**INSTRUCTIONS FOR THE TASK:** The lines to return are those below that contain the word "Drive".

Collected data entries
□ □ □ □ □

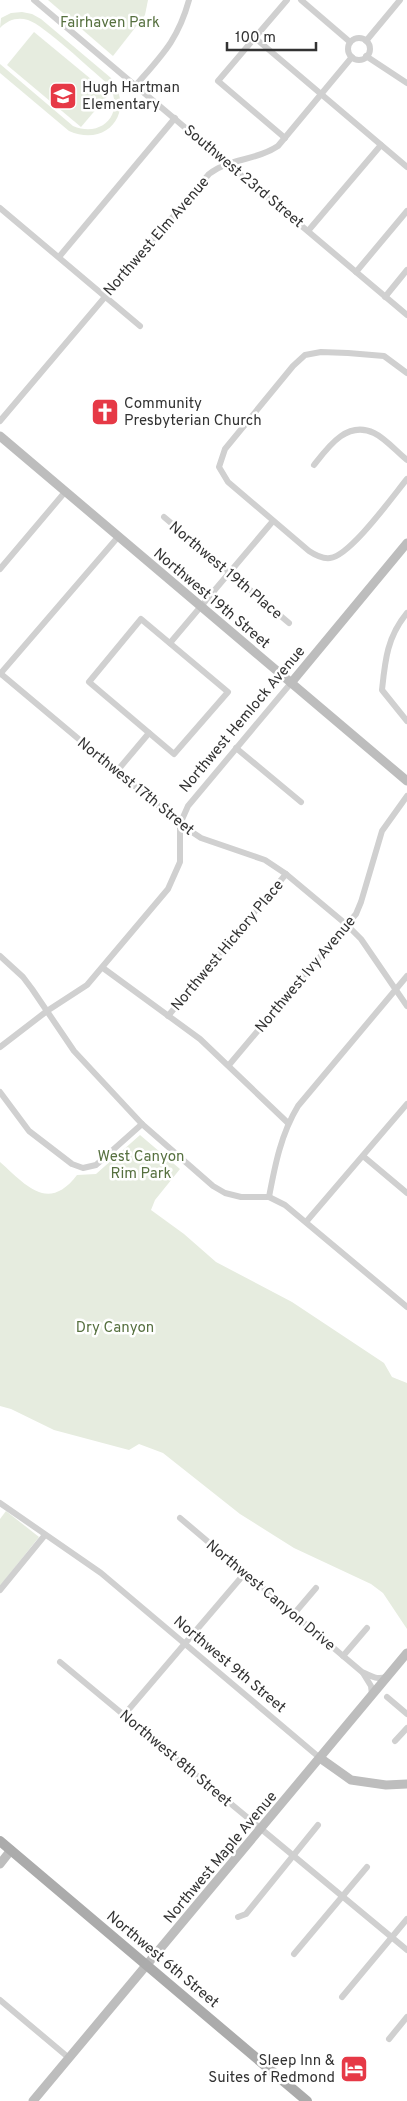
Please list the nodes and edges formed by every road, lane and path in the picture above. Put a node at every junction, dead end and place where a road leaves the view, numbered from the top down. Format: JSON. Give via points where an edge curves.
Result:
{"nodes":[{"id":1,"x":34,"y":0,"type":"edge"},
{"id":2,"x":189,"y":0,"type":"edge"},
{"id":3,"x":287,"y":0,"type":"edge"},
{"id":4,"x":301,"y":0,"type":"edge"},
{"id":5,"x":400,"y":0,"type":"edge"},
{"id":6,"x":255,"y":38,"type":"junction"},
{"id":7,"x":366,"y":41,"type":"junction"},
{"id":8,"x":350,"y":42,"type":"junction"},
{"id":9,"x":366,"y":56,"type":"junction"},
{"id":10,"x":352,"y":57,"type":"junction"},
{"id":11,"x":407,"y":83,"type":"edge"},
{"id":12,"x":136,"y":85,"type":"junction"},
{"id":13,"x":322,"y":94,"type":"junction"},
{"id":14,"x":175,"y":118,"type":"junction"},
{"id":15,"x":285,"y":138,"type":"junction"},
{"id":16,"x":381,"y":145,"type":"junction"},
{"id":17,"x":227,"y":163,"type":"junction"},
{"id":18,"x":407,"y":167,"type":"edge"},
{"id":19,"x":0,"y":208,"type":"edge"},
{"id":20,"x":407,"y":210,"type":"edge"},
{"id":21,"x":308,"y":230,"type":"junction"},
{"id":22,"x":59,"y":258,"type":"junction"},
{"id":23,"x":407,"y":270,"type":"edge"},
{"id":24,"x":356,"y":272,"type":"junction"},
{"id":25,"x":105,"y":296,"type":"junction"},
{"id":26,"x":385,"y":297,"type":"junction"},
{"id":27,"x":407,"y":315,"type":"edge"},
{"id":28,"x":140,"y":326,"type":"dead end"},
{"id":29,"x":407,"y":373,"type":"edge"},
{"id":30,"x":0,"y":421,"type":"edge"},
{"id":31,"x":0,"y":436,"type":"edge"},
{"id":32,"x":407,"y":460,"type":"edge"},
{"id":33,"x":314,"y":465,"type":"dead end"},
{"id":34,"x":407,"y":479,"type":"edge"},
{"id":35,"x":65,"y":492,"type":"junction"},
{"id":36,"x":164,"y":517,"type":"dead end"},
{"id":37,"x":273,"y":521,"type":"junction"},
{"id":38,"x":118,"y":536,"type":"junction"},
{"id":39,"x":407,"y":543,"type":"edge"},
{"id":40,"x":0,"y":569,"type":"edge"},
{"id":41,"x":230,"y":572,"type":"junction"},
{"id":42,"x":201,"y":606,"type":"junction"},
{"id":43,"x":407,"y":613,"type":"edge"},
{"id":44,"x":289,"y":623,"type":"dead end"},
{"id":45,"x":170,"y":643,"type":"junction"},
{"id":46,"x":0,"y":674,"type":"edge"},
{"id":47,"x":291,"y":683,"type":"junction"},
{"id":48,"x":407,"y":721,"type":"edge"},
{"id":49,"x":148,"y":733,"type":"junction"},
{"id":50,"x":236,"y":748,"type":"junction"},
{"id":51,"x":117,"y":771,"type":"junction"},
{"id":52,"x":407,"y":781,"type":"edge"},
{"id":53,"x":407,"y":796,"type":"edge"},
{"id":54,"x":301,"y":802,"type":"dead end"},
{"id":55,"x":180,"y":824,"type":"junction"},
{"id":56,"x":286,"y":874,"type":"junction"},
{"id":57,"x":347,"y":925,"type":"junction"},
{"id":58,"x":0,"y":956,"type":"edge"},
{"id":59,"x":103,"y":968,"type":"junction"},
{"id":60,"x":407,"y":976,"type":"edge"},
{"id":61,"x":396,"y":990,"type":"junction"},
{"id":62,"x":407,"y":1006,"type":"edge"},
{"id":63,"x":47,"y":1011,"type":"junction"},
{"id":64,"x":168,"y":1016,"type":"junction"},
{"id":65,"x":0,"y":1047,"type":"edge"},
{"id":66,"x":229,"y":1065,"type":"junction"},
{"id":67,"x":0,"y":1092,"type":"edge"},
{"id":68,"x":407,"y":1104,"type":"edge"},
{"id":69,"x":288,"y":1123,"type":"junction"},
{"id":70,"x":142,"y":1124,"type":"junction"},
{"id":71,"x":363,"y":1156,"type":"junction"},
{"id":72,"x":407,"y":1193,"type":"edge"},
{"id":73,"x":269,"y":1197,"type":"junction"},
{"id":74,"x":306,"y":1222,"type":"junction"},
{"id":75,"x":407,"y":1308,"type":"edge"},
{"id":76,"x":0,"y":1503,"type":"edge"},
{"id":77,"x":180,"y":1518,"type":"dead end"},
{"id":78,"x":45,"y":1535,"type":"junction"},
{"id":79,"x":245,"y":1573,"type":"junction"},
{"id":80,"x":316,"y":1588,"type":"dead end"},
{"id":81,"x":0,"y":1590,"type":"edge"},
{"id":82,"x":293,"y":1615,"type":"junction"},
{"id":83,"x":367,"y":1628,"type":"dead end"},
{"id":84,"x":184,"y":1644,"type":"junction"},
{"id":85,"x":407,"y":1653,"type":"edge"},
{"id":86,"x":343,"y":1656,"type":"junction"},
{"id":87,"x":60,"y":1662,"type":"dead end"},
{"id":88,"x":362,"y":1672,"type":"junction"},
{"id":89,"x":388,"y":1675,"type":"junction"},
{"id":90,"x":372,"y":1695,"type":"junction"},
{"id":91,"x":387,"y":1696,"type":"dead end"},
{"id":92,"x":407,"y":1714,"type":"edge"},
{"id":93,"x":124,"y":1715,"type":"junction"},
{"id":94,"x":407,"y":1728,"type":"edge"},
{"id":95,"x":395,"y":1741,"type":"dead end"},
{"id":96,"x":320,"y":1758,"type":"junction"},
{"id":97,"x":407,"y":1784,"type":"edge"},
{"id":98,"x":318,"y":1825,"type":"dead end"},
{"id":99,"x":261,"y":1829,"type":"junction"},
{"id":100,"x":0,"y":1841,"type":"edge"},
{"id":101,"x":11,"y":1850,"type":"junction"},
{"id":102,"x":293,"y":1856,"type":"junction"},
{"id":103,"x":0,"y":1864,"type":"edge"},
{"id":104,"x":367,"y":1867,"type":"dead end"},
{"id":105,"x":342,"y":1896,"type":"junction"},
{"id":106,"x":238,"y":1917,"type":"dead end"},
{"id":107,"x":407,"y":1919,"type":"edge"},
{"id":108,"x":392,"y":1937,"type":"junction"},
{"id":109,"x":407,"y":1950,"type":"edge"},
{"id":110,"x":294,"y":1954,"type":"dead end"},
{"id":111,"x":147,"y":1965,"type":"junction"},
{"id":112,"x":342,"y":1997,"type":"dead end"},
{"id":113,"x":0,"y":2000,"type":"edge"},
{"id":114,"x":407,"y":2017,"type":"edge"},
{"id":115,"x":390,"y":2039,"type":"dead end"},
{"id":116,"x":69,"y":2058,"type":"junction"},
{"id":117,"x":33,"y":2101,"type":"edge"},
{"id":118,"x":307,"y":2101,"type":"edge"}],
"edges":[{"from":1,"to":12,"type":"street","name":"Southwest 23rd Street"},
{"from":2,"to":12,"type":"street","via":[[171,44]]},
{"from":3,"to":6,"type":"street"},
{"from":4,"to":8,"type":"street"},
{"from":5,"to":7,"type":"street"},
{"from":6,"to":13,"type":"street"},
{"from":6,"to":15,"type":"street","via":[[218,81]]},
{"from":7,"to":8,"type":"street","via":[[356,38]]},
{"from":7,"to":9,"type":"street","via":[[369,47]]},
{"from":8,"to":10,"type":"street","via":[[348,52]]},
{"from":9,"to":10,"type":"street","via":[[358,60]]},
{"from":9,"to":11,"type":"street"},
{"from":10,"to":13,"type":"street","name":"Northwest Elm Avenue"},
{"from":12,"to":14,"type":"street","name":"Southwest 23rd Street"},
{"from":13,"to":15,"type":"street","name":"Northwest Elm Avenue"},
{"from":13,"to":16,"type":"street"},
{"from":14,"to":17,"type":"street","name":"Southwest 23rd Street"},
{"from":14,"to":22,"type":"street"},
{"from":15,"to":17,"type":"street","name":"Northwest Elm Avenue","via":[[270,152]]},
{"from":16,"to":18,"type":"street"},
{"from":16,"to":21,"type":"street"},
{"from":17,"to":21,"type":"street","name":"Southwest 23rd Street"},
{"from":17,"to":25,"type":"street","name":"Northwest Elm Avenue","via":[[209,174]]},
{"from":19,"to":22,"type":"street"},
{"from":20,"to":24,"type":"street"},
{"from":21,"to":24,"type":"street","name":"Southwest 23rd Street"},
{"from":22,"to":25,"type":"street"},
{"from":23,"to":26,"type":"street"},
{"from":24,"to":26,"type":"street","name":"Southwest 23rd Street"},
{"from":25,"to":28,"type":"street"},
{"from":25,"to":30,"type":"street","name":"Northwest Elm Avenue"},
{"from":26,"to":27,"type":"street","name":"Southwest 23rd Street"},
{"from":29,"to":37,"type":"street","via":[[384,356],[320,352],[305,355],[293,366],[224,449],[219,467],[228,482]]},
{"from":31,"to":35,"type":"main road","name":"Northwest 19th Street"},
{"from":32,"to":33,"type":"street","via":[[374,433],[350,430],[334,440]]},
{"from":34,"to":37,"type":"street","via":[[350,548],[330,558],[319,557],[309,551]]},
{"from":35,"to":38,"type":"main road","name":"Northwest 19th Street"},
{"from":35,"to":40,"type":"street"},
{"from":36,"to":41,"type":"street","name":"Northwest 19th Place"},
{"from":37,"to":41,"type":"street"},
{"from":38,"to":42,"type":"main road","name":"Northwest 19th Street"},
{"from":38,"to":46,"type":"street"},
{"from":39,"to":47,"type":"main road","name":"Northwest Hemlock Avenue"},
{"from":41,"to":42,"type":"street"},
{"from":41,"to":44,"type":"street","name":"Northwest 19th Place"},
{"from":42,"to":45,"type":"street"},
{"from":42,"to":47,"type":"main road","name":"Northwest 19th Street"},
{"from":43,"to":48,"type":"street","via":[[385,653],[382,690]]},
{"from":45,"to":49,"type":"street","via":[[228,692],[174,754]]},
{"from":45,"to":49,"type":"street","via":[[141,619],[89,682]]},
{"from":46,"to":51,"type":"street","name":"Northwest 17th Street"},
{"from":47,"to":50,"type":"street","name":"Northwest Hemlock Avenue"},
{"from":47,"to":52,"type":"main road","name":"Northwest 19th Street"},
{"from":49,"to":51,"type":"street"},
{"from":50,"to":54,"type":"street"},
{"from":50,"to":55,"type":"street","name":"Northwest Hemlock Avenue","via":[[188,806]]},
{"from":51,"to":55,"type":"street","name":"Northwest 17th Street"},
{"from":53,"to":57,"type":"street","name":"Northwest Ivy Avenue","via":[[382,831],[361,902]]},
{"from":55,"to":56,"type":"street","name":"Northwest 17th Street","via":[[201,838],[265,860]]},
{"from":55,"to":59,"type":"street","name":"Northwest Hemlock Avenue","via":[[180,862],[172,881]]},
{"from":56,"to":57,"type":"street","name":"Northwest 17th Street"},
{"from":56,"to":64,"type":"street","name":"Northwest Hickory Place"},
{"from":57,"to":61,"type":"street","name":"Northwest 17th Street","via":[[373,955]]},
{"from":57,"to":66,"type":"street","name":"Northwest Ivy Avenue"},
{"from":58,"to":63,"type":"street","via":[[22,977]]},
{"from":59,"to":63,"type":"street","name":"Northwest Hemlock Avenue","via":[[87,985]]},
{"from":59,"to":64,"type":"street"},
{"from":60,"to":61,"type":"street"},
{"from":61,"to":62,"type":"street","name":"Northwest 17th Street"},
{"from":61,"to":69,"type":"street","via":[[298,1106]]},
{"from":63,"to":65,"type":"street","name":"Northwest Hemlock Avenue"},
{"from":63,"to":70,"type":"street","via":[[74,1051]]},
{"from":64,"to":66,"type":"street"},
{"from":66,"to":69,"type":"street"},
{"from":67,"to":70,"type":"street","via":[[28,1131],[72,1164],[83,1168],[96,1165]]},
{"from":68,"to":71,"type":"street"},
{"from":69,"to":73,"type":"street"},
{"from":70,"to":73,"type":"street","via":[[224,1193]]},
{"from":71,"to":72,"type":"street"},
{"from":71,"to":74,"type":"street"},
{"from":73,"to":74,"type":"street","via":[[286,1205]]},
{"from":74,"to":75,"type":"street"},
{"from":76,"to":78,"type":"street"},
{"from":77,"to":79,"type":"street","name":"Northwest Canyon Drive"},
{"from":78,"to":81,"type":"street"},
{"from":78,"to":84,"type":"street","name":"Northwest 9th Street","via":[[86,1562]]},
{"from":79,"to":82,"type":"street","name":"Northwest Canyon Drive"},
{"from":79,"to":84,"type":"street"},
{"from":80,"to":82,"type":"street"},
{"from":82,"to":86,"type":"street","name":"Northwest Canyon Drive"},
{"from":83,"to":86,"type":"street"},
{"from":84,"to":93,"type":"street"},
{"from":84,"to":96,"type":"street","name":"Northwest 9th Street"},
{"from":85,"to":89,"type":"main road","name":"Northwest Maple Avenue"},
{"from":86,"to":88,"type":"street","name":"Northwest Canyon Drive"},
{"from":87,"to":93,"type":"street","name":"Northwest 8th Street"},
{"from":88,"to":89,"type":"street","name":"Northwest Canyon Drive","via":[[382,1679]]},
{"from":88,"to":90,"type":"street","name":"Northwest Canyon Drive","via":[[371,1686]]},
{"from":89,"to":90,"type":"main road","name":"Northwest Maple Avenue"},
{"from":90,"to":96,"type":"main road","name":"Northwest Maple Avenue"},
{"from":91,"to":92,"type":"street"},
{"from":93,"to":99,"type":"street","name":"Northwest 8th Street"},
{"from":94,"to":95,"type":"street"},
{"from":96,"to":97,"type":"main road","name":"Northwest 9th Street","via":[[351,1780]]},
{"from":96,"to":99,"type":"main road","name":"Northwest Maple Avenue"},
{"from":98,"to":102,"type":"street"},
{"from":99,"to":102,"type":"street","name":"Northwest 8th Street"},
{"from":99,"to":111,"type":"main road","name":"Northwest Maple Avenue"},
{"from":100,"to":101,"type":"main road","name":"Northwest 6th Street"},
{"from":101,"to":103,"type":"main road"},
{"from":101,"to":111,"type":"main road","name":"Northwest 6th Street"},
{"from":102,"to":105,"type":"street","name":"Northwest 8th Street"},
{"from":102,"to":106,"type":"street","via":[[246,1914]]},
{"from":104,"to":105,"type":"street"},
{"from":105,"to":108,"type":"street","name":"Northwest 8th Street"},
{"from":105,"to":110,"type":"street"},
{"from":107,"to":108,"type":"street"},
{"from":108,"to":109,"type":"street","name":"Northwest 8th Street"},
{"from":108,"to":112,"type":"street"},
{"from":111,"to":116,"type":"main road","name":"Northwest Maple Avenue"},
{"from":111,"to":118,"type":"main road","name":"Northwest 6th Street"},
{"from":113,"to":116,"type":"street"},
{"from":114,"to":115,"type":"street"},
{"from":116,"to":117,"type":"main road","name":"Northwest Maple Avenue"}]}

□ □ □ □ □

**RESPONSE TO THE EXERCISE:**
{"from":77,"to":79,"type":"street","name":"Northwest Canyon Drive"},
{"from":79,"to":82,"type":"street","name":"Northwest Canyon Drive"},
{"from":82,"to":86,"type":"street","name":"Northwest Canyon Drive"},
{"from":86,"to":88,"type":"street","name":"Northwest Canyon Drive"},
{"from":88,"to":89,"type":"street","name":"Northwest Canyon Drive","via":[[382,1679]]},
{"from":88,"to":90,"type":"street","name":"Northwest Canyon Drive","via":[[371,1686]]},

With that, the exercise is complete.